Share your dilemmas and get honest opinions from other Mumsnetters.

Boss pressuring me back to work after bereavemenf

66 replies

Upthebracket22 · 02/11/2022 19:49

My Dad died at the weekend- 4 days ago- boss rang me & then turned up at my house asking when I was going up be back. I am not even remotely ready - not even had funeral yet which is next weds.

Aibu to think I should get signed off sick? I have barely taken a day sick in a decade so feel like it’s s time to just take a bit of time out.

OP posts:
Vatofrose · 02/11/2022 20:26

My lovely dad passed 3 weeks ago and my boss couldn’t and still can’t do enough for me. I went back a bit too soon and he gently encouraged me to take extra paid compassionate leave. I’m so sorry for your loss OP

Hawkins001 · 02/11/2022 20:27

All the best op, this a small or large company ?

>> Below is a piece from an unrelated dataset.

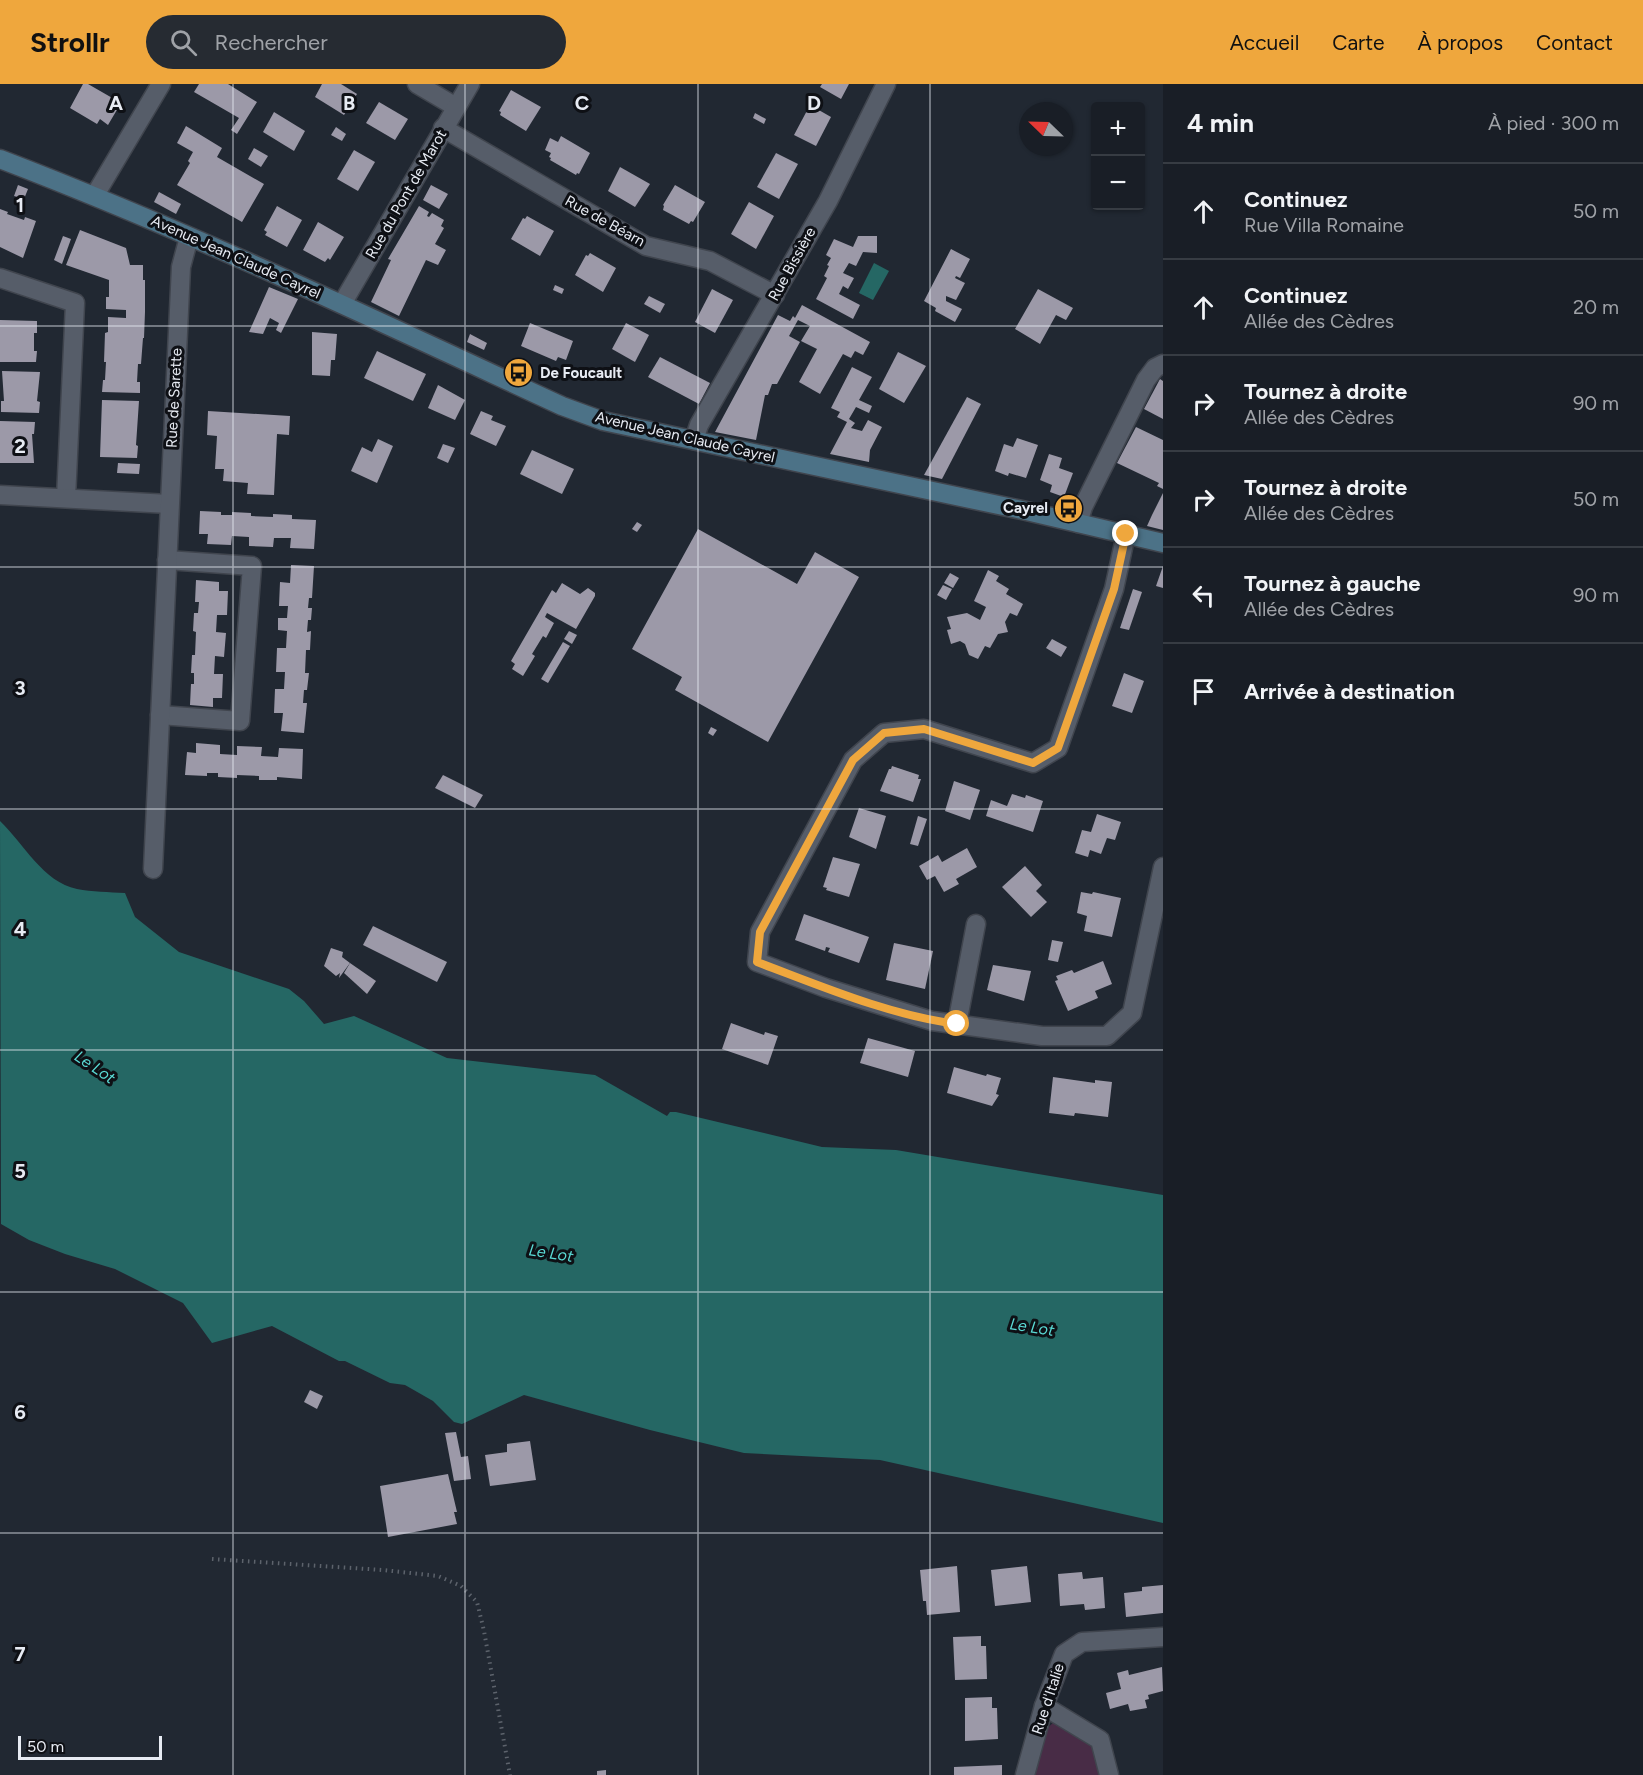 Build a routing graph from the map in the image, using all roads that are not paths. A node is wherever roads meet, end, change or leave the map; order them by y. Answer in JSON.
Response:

Bunnycat101 · 02/11/2022 20:28

As others have said your boss sounds like a prize twat. I’ve had two colleagues with bereavements this year. My approach has been to be as supportive as possible and to offer signing off sick as well as as many compassionate leave says we can get away with. He should not be at your house or bullying you. You must be feeling very fragile.

Princessglittery · 02/11/2022 20:29

@Upthebracket22 Bereavement leave is very short. It is reasonable and very common to be signed off sick with bereavement reaction or something similar.

You need time to start the grieving process.

Sorry for your loss Flowers

cinnabongene · 02/11/2022 20:35

I’m so sorry for your loss.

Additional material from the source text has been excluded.